Zufall oder Glück?

Alltag | Vermischtes
von hallelife.de | Redaktion

Diejenigen, die in Liebe, Arbeit oder Leben keine Schwierigkeiten haben, werden oft als Glückskinder bezeichnet. Dieser Ausdruck kann zu Verzweiflung führen, weil er Talent, Arbeit und Risiko zunichte macht und alle Verdienste von Menschen nivelliert, die es gewagt haben, die Realität zu erobern. Was versteht man aber unter dem Begriff Realität? Das ist, was sie getan und erreicht haben, was sie herausgefordert haben und wofür sie Risiken eingegangen sind. Das ist kein Glück, weil das Glück eine subjektive Interpretation der umgebenden Realität ist.

Hatten Sie mal Glück im Leben? Haben Sie mal Ihr Glück versucht und diese Webseite besucht? Aber hier geht es überhaupt nicht um Glück, sondern um Ihr Talent, ein Risiko einzugehen. Natürlich kann es nützlich sein, sich selbst als glückliche Person zu bezeichnen. Und auch unter dem Gesichtspunkt des Selbstwertgefühls ist es ziemlich gut, sich selbst als Glückspilz zu betrachten.

Wenn wir Angst vor dem Leben haben, gibt es nach unserer Erfahrung immer etwas, das unsere Untätigkeit rechtfertigt. Wir können das Glück nicht in Frage stellen, aber es liegt in unserer Macht, die Bedingungen zu schaffen, unter denen sich Chancen ergeben. Für den Anfang verlassen Sie den gemütlichen Raum des Vertrauten. Dann hören Sie auf, falschen Wahrheiten zu gehorchen, wo immer sie herkommen. Wenn Sie handeln möchten, wird es immer viele Menschen in Ihrer Nähe geben, die Ihnen versichern, dass alles in dieser Welt unmöglich ist. Ihre Fantasie wird genauso verschwenderisch sein, wenn es darum geht, zu erklären, warum Sie nichts tun sollten, wie es geizig ist, wenn sie selbst etwas tun müssen.
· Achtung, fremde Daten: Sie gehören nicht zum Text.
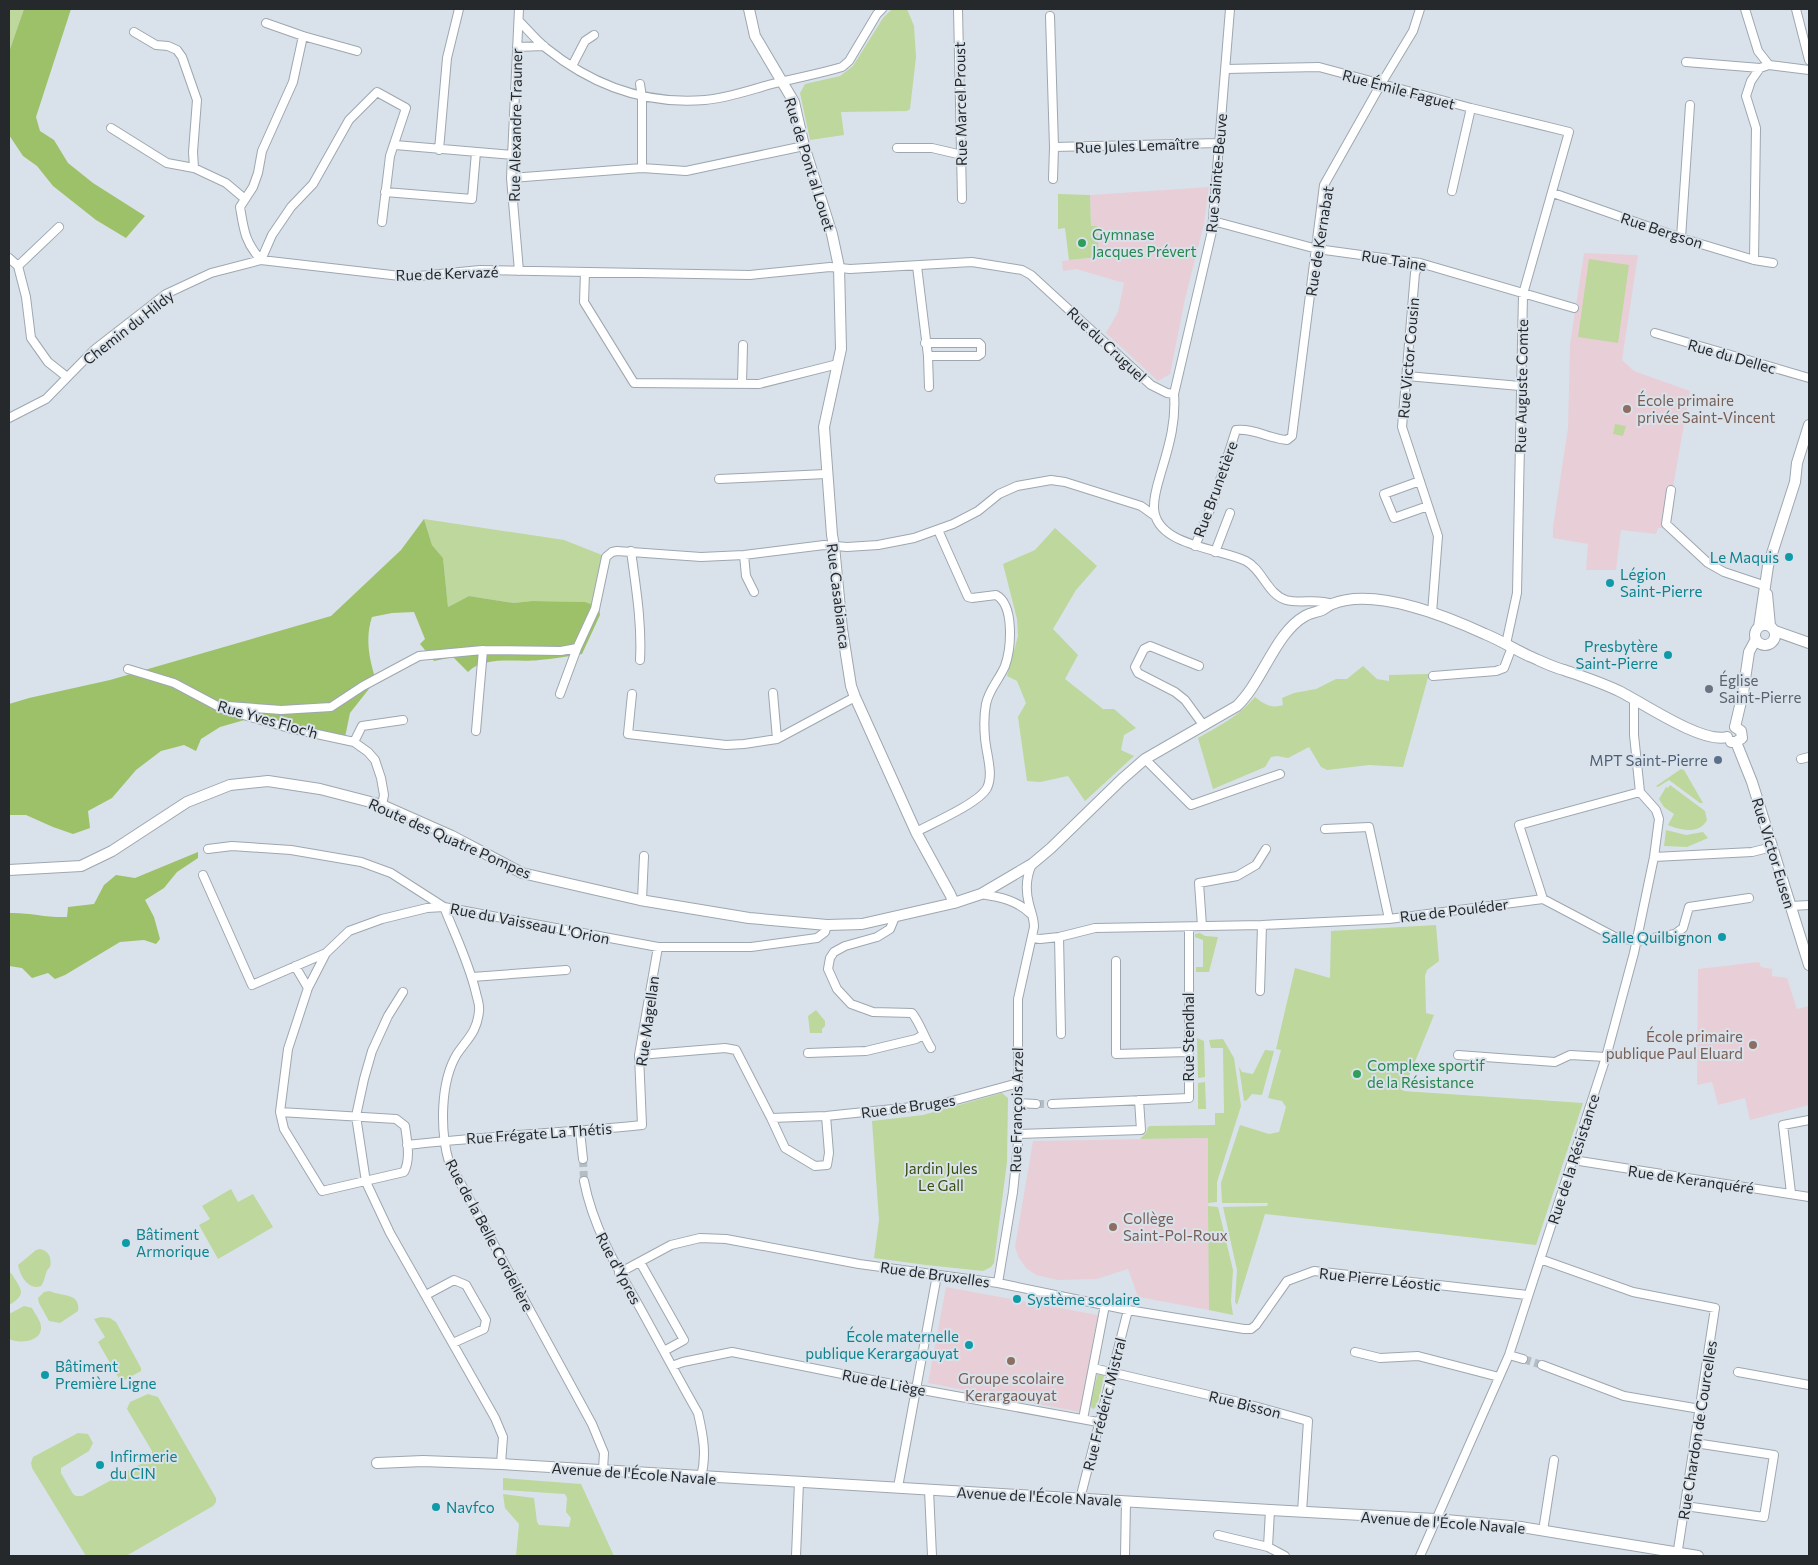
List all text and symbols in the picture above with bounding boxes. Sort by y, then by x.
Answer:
street label: Rue Marcel Proust [950,42,970,166]
street label: Rue Alexandre Trauner [505,48,525,202]
street label: Rue Émile Faguet [1341,64,1458,113]
street label: Rue de Pont al Louet [781,95,839,233]
street label: Rue Sainte-Beuve [1202,112,1230,233]
street label: Rue Jules Lemaître [1075,134,1200,156]
street label: Rue de Kernabat [1301,185,1337,297]
street label: Rue Bergson [1619,208,1705,252]
place label: Gymnase Jacques Prévert [1092,225,1197,260]
marker: Gymnase Jacques Prévert [1076,237,1088,249]
street label: Rue Taine [1360,246,1428,274]
street label: Rue de Kervazé [395,262,499,284]
street label: Chemin du Hildy [79,286,177,368]
street label: Rue Victor Cousin [1394,297,1422,419]
street label: Rue du Cruguel [1064,303,1150,385]
street label: Rue Auguste Comte [1511,319,1531,453]
street label: Rue du Dellec [1686,335,1778,377]
place label: École primaire privée Saint-Vincent [1637,390,1775,426]
marker: École primaire privée Saint-Vincent [1621,403,1633,415]
street label: Rue Brunetière [1189,438,1241,540]
street label: Rue Casabianca [824,542,854,650]
place label: Le Maquis [1710,548,1779,566]
marker: Le Maquis [1783,551,1795,563]
place label: Légion Saint-Pierre [1620,565,1702,600]
marker: Légion Saint-Pierre [1604,577,1616,589]
place label: Presbytère Saint-Pierre [1576,637,1658,672]
marker: Presbytère Saint-Pierre [1662,649,1674,661]
place label: Église Saint-Pierre [1719,670,1801,706]
marker: Église Saint-Pierre [1703,683,1715,695]
street label: Rue Yves Floc'h [216,696,320,742]
place label: MPT Saint-Pierre [1589,751,1708,769]
marker: MPT Saint-Pierre [1712,754,1724,766]
street label: Route des Quatre Pompes [366,794,534,882]
street label: Rue Victor Eusen [1749,795,1799,911]
street label: Rue de Pouléder [1399,894,1509,926]
street label: Rue du Vaisseau L'Orion [449,899,611,947]
place label: Salle Quilbignon [1602,928,1712,946]
marker: Salle Quilbignon [1716,931,1728,943]
street label: Rue Magellan [632,975,662,1067]
street label: Rue Stendhal [1179,992,1197,1082]
place label: École primaire publique Paul Eluard [1606,1026,1743,1062]
marker: École primaire publique Paul Eluard [1747,1039,1759,1051]
street label: Rue François Arzel [1006,1047,1026,1173]
place label: Complexe sportif de la Résistance [1367,1056,1485,1091]
marker: Complexe sportif de la Résistance [1351,1068,1363,1080]
street label: Rue de Bruges [860,1090,957,1122]
street label: Rue de la Résistance [1543,1091,1603,1226]
street label: Rue Frégate La Thétis [466,1119,613,1147]
street label: Rue de la Belle Cordelière [442,1156,538,1314]
park label: Jardin Jules Le Gall [904,1159,978,1194]
street label: Rue de Keranquéré [1627,1161,1755,1197]
place label: Collège Saint-Pol-Roux [1123,1209,1228,1244]
marker: Collège Saint-Pol-Roux [1107,1221,1119,1233]
place label: Bâtiment Armorique [136,1225,209,1260]
street label: Rue d'Ypres [593,1229,646,1307]
marker: Bâtiment Armorique [120,1237,132,1249]
street label: Rue de Bruxelles [879,1257,991,1291]
street label: Rue Pierre Léostic [1318,1264,1442,1294]
place label: Système scolaire [1027,1290,1140,1308]
marker: Système scolaire [1011,1293,1023,1305]
place label: École maternelle publique Kerargaouyat [805,1326,959,1362]
street label: Rue Frédéric Mistral [1079,1336,1129,1472]
marker: École maternelle publique Kerargaouyat [963,1339,975,1351]
street label: Rue Chardon de Courcelles [1674,1339,1720,1521]
marker: Groupe scolaire Kerargaouyat [1005,1355,1017,1367]
place label: Bâtiment Première Ligne [55,1357,157,1392]
street label: Rue de Liège [841,1365,927,1399]
marker: Bâtiment Première Ligne [39,1369,51,1381]
place label: Groupe scolaire Kerargaouyat [958,1369,1064,1404]
street label: Rue Bisson [1207,1386,1283,1422]
place label: Infirmerie du CIN [110,1447,177,1482]
street label: Avenue de l'École Navale [551,1457,717,1488]
marker: Infirmerie du CIN [94,1459,106,1471]
street label: Avenue de l'École Navale [956,1482,1122,1509]
place label: Navfco [446,1498,495,1516]
marker: Navfco [430,1501,442,1513]
street label: Avenue de l'École Navale [1360,1506,1526,1537]

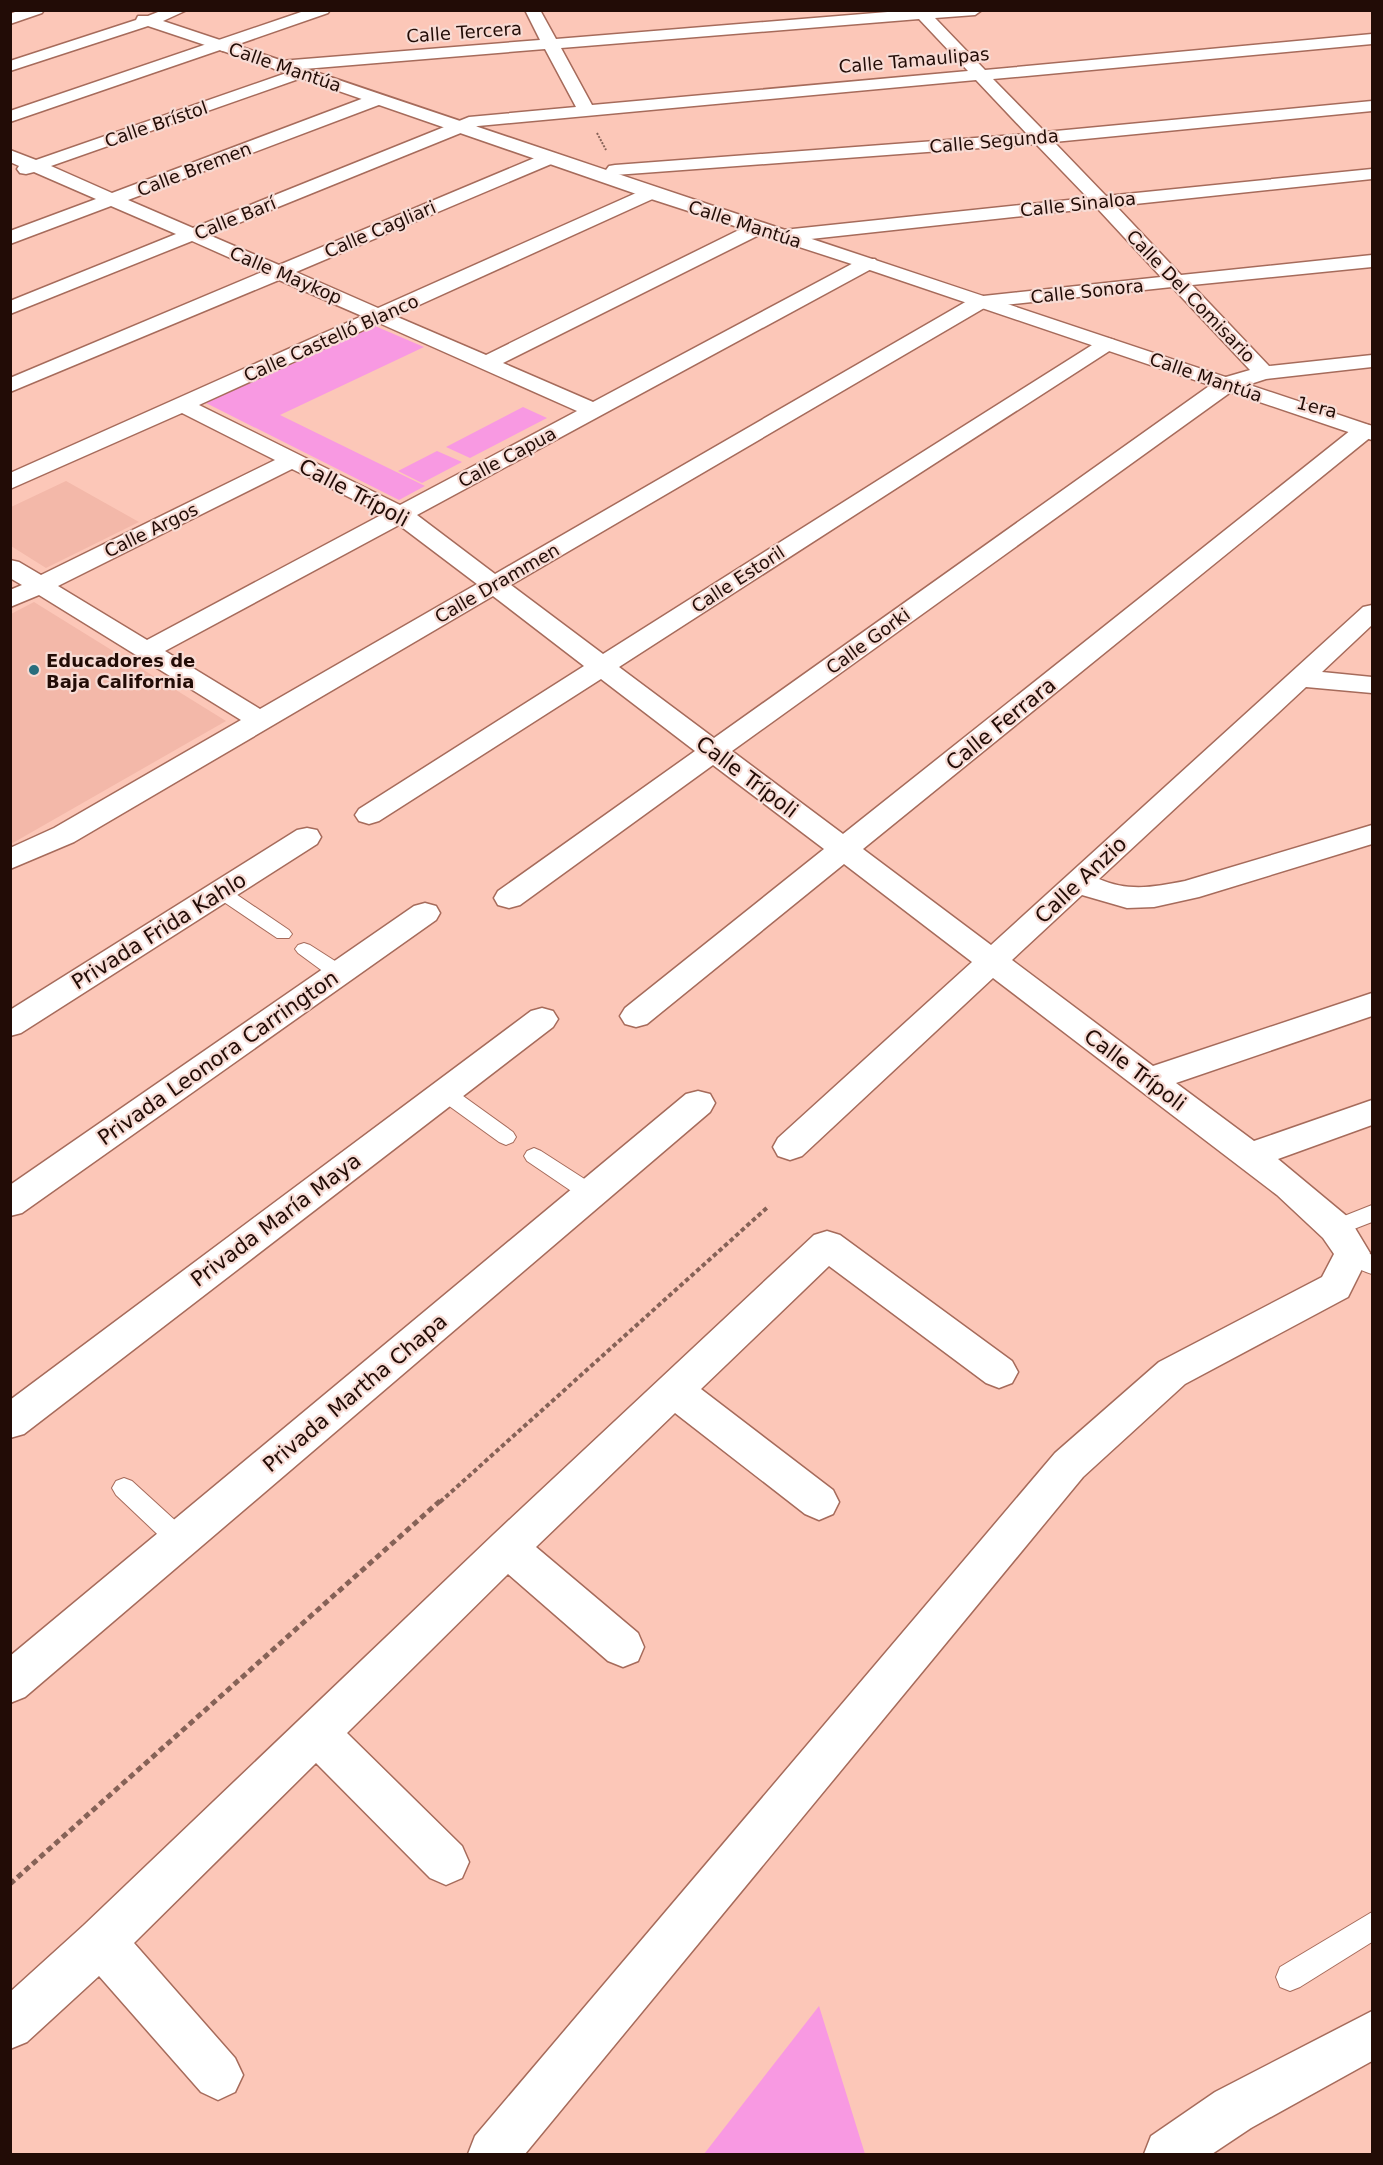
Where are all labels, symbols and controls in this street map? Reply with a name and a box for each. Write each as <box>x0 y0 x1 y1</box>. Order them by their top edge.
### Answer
street label: Calle Tercera <box>405 17 523 47</box>
street label: Calle Mantúa <box>226 38 344 96</box>
street label: Calle Tamaulipas <box>838 43 990 77</box>
street label: Calle Brístol <box>102 97 210 151</box>
street label: Calle Segunda <box>929 125 1059 157</box>
street label: Calle Bremen <box>134 138 254 200</box>
street label: Calle Sinaloa <box>1019 187 1137 221</box>
street label: Calle Barí <box>191 192 280 244</box>
street label: Calle Cagliari <box>321 196 439 262</box>
street label: Calle Mantúa <box>686 196 804 252</box>
street label: Calle Del Comisario <box>1122 225 1260 367</box>
street label: Calle Maykop <box>227 242 345 308</box>
street label: Calle Sonora <box>1029 275 1145 307</box>
street label: Calle Castelló Blanco <box>240 290 422 386</box>
street label: Calle Mantúa <box>1147 348 1265 406</box>
street label: 1era <box>1295 392 1339 422</box>
street label: Calle Capua <box>454 422 560 492</box>
street label: Calle Trípoli <box>295 454 413 532</box>
street label: Calle Argos <box>101 498 201 562</box>
street label: Calle Drammen <box>431 539 563 627</box>
street label: Calle Estoril <box>688 541 788 617</box>
street label: Calle Gorki <box>822 604 914 678</box>
place label: Educadores de Baja California <box>46 650 195 692</box>
marker: Educadores de Baja California <box>27 663 41 677</box>
street label: Calle Ferrara <box>941 673 1061 775</box>
street label: Calle Trípoli <box>692 731 802 823</box>
street label: Calle Anzio <box>1030 832 1132 928</box>
street label: Privada Frida Kahlo <box>67 868 251 994</box>
street label: Privada Leonora Carrington <box>93 966 343 1150</box>
street label: Calle Trípoli <box>1080 1024 1190 1116</box>
street label: Privada María Maya <box>186 1148 366 1292</box>
street label: Privada Martha Chapa <box>258 1309 452 1477</box>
Und zum Schluss öffnen Sie bitte Ihre Augen. Das Erscheinen desjenigen zu bemerken, den die alten Griechen Kairos nannten, also eine günstige Gelegenheit, ein günstiger Moment. Gott Kairos hatte eine Glatze, besaß aber immer noch einen dünnen Pferdeschwanz. Es war  wirklich  schwer, ihn zu fangen, weil die Hand über den Schädel geglitten hat. Das war ja schwierig, aber nicht völlig unmöglich: Sie müssen gut zielen, um den kleinen Schwanz nicht zu verpassen. So werden unsere Augen trainiert, sagt Aristoteles. Das geschulte Auge ist das Ergebnis von Erfahrung. Aber Erfahrung kann sowohl befreien als auch versklaven. Es hängt alles davon ab, wie wir uns auf das beziehen, was wir wissen und was wir eigentlich haben.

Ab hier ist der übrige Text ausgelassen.